3. Be mindful of hidden fees when choosing between monthly and annual premium payment options.
While most insurance companies now allow for monthly insurance payment options, this may not be the cheapest option. Check for hidden fees, processing amounts, and other potential price differentials, before deciding on monthly vs. annual payment. Try and think about what changes you are expecting in the upcoming year– while monthly can often be more expensive in the long run, if you expect your child to join or get off your policy mid-year, the monthly option may save you money.
4. Choose a realistic deductible.
When choosing a deductible, it is tempting to keep it high, so as to lower your premiums. However, accidents do unfortunately happen at a higher rate than you think — estimates show that a driver is likely to get in a crash every 18 years. It is essential to carefully check your budget and funds before selecting your deductible. Ask yourself: in the event of an accident happening tomorrow, could I part with the money without too much financial strain? Staying on the safe side, rather than playing an optimistic gambler, may be your best bet, even if it means higher premiums.

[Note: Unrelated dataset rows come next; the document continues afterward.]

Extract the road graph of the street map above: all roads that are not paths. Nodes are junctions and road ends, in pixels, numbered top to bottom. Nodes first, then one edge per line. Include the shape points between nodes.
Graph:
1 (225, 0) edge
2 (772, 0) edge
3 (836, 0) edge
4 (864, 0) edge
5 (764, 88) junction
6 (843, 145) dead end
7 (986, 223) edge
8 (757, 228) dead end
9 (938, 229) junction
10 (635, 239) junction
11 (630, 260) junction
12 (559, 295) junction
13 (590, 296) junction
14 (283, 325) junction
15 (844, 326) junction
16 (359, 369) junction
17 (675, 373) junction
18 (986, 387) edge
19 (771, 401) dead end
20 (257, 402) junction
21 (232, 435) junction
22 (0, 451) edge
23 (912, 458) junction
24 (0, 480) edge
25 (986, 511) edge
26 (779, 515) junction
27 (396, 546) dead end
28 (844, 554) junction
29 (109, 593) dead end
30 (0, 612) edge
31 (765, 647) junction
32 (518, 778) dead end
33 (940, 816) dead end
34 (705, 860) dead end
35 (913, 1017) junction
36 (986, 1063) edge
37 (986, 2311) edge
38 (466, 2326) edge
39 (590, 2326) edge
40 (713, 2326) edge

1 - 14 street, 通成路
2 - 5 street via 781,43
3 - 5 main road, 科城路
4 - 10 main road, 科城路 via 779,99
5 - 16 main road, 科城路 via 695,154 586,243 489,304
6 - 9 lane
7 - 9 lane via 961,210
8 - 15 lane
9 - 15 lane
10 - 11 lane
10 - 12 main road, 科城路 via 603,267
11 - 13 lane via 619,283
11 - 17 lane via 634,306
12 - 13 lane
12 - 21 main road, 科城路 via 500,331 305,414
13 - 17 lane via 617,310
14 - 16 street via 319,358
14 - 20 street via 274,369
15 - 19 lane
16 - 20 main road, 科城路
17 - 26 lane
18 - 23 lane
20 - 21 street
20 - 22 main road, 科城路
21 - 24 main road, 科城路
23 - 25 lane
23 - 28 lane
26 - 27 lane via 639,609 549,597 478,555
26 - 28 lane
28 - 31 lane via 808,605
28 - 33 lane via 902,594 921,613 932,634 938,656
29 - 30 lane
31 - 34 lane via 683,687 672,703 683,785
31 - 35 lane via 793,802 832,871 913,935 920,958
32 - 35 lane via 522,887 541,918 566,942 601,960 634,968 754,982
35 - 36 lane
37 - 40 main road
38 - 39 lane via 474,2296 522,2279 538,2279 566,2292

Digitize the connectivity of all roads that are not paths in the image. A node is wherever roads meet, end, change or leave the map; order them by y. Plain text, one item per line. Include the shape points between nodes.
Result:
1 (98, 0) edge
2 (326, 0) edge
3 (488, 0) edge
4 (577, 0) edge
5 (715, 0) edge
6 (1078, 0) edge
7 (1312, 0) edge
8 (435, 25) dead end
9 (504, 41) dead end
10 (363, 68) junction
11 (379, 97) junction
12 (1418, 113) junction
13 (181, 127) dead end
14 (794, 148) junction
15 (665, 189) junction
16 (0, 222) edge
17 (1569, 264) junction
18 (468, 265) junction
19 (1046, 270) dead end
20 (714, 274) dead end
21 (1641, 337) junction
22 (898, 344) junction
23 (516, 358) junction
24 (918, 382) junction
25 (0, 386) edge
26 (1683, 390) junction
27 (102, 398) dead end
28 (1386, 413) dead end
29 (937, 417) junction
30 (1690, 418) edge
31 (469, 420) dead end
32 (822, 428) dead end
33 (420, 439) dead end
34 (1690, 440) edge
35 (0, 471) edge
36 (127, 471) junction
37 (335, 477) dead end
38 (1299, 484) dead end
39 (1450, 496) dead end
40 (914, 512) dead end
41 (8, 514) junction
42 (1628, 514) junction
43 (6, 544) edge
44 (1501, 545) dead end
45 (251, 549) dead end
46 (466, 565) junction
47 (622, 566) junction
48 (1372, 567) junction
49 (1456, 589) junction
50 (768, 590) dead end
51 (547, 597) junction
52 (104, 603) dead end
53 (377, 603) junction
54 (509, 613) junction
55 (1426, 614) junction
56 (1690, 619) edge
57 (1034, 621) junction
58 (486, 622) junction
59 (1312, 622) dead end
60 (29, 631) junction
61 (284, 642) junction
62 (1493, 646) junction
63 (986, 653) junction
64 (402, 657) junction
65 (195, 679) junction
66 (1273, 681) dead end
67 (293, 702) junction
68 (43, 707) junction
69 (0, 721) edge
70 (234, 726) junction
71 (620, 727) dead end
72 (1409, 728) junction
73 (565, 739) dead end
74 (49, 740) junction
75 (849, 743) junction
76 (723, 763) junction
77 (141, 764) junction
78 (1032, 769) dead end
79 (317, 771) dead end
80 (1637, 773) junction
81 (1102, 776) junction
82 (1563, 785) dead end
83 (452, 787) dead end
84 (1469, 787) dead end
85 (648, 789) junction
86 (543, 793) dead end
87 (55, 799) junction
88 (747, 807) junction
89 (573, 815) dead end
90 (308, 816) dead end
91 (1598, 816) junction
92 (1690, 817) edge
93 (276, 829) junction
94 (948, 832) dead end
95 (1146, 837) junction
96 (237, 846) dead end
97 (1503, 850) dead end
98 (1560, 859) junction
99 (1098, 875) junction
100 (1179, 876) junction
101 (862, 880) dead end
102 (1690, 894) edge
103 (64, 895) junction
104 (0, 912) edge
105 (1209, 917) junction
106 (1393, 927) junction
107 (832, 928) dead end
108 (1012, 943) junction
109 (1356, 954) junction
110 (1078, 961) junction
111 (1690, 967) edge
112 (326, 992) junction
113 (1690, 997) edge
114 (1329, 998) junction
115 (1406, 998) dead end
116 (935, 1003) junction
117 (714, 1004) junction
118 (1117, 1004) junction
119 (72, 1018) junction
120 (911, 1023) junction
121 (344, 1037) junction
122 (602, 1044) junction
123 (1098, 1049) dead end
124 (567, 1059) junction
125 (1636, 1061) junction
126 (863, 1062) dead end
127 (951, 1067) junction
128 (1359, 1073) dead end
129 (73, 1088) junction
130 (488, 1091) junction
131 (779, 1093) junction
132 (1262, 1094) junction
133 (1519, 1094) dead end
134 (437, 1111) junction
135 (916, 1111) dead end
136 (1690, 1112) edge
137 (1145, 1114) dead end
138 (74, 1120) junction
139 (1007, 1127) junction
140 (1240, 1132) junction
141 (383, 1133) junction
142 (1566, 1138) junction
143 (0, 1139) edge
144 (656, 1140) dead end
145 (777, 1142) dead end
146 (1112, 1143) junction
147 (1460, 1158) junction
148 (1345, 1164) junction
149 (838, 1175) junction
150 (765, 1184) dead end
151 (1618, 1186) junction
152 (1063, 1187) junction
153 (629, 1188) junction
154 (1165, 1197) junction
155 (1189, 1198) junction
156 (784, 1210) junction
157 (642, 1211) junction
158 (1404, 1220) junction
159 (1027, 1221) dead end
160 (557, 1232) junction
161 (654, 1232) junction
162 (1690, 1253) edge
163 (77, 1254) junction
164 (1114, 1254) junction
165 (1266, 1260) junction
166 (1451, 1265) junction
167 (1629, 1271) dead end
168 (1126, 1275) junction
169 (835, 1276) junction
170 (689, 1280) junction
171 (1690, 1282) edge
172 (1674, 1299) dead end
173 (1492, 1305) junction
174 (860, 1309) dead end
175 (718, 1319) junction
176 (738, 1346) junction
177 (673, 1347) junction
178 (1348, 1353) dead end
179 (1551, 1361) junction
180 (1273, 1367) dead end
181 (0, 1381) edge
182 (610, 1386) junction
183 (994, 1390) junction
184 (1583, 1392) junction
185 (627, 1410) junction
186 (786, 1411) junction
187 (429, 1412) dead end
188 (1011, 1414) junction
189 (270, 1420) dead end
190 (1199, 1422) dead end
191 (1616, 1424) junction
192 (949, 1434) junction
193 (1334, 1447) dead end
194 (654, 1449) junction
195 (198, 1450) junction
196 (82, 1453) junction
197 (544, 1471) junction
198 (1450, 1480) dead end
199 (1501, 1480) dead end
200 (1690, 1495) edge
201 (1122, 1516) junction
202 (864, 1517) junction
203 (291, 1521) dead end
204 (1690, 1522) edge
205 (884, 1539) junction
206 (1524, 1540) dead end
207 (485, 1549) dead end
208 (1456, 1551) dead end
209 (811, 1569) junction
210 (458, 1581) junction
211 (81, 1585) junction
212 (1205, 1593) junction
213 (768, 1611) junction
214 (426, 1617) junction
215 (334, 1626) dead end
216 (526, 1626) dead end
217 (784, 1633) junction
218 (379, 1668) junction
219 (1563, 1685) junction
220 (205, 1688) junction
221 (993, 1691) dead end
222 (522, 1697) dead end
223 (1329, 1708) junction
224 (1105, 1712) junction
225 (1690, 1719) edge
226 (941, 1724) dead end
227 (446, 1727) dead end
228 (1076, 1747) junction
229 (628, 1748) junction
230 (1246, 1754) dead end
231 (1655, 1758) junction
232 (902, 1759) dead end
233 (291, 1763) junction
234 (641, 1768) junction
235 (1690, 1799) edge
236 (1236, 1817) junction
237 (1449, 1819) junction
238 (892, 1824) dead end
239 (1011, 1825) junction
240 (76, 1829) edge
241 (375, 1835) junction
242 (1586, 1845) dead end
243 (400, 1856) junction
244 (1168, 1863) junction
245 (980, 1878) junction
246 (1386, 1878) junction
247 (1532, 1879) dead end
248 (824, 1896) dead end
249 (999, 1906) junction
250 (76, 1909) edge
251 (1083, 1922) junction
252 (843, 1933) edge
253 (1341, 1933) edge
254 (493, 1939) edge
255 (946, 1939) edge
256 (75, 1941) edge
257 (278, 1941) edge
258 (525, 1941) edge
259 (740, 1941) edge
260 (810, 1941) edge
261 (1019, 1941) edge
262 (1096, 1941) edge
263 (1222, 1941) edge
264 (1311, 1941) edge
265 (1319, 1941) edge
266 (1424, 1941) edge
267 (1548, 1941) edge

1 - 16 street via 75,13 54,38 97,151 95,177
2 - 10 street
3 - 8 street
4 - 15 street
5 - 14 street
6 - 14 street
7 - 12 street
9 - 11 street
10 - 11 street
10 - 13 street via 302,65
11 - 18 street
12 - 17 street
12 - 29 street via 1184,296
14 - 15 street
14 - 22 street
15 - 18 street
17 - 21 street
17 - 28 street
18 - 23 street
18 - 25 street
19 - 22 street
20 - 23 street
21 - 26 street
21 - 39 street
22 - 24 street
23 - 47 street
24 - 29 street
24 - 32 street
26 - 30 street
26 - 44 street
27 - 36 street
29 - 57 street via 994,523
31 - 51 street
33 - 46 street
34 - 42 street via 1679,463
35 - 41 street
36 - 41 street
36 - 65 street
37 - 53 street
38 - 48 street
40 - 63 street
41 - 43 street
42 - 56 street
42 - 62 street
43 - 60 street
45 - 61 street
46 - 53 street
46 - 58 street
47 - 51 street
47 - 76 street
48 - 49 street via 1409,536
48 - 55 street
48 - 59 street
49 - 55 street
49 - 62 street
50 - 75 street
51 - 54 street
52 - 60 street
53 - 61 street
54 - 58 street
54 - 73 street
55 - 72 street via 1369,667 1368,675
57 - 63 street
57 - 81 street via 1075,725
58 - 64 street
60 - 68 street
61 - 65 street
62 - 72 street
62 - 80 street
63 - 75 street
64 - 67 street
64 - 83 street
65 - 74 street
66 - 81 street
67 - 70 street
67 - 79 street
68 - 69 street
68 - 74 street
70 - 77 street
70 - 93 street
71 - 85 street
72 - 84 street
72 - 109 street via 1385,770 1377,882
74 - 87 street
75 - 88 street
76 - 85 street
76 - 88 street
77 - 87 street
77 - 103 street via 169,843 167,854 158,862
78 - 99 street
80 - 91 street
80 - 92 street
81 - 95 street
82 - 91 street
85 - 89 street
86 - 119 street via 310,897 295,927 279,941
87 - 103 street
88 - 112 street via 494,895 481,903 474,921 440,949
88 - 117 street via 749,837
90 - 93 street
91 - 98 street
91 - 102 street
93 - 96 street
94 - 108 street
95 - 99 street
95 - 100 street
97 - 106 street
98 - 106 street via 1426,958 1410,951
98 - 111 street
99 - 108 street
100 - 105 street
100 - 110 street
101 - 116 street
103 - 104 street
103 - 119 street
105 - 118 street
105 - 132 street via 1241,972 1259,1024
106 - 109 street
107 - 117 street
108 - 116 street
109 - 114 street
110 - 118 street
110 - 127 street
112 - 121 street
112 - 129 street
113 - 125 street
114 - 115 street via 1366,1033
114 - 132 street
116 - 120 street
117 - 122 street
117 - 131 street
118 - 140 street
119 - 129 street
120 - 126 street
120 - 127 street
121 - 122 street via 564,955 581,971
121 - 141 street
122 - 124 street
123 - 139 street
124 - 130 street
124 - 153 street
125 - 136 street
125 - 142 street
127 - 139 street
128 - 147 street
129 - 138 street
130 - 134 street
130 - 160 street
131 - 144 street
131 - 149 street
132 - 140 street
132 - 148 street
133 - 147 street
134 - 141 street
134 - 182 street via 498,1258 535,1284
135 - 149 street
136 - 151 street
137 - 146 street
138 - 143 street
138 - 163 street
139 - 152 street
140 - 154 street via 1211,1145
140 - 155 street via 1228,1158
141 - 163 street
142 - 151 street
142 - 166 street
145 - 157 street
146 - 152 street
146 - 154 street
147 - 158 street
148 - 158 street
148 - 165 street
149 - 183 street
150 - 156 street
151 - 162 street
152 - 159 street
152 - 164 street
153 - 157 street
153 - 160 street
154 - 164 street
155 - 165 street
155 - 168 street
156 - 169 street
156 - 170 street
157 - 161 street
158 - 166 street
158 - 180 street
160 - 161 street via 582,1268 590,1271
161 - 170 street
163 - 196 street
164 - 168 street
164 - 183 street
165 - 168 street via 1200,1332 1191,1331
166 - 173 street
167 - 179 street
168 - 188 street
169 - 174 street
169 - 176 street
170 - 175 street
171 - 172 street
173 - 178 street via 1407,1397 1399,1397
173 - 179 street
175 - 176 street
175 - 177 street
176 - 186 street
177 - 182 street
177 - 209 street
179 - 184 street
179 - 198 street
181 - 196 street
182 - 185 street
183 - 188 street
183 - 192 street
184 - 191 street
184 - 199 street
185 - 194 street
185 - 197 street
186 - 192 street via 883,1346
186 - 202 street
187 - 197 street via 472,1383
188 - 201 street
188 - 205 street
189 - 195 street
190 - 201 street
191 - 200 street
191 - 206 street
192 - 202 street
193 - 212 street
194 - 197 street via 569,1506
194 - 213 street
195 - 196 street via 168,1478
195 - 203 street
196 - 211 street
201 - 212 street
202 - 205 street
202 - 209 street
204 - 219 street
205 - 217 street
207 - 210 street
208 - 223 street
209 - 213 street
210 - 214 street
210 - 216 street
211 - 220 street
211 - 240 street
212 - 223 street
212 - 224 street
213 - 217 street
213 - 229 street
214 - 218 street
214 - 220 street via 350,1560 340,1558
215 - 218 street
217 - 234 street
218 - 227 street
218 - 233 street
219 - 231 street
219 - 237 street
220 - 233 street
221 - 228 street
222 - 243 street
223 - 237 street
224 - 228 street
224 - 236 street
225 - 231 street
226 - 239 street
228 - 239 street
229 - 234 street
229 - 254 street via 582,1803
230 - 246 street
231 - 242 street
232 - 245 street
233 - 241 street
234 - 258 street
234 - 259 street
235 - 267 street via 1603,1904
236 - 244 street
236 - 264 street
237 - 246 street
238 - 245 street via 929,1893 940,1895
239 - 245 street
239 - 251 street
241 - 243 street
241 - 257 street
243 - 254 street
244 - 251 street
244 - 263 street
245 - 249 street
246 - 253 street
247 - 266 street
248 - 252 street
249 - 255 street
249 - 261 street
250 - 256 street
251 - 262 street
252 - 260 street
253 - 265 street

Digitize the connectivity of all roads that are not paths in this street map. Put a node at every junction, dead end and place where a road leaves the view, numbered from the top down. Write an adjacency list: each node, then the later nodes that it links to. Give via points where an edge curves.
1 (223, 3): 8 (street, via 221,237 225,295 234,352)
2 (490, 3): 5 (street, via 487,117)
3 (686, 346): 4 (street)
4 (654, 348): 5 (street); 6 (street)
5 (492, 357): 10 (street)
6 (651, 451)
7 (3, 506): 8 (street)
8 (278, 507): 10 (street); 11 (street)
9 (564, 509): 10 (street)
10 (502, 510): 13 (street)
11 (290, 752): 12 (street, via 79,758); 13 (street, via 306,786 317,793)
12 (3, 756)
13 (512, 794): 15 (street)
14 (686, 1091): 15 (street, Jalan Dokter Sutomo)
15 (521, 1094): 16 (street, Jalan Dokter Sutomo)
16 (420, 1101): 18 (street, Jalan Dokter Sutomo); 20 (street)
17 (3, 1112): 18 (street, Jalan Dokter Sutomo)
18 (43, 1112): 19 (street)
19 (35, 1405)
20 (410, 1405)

5. Be honest with yourself about what kind of driver you are.
Fess up; your texting while driving skills aren’t better than anyone else’s. One study quoted in the Association for Psychological science, found that when it comes to ranking driving skills, people consistently rank themselves as above average, even while admitting that others probably wouldn’t feel the same. While looking at the price of insurance, it is easy to reassure yourself, well I am a careful driver, the statistics don’t apply to me, ect. Take some time to really ask yourself what your risk factors are, what your patterns are, and accurately reflect on your abilities, and then decide on what it means for your coverage.
6. Review how your potential insurance handles claims.
Knowing what to do in the case of an accident is always a good idea. However, some insurance providers make it easier than others to file a claim. This can have a real impact on how much and how smoothly coverage kicks in when dealing with an accident. Knowing your insurance is easy to work with can ease the emotional burden of going through the claims process, especially after a traumatic event.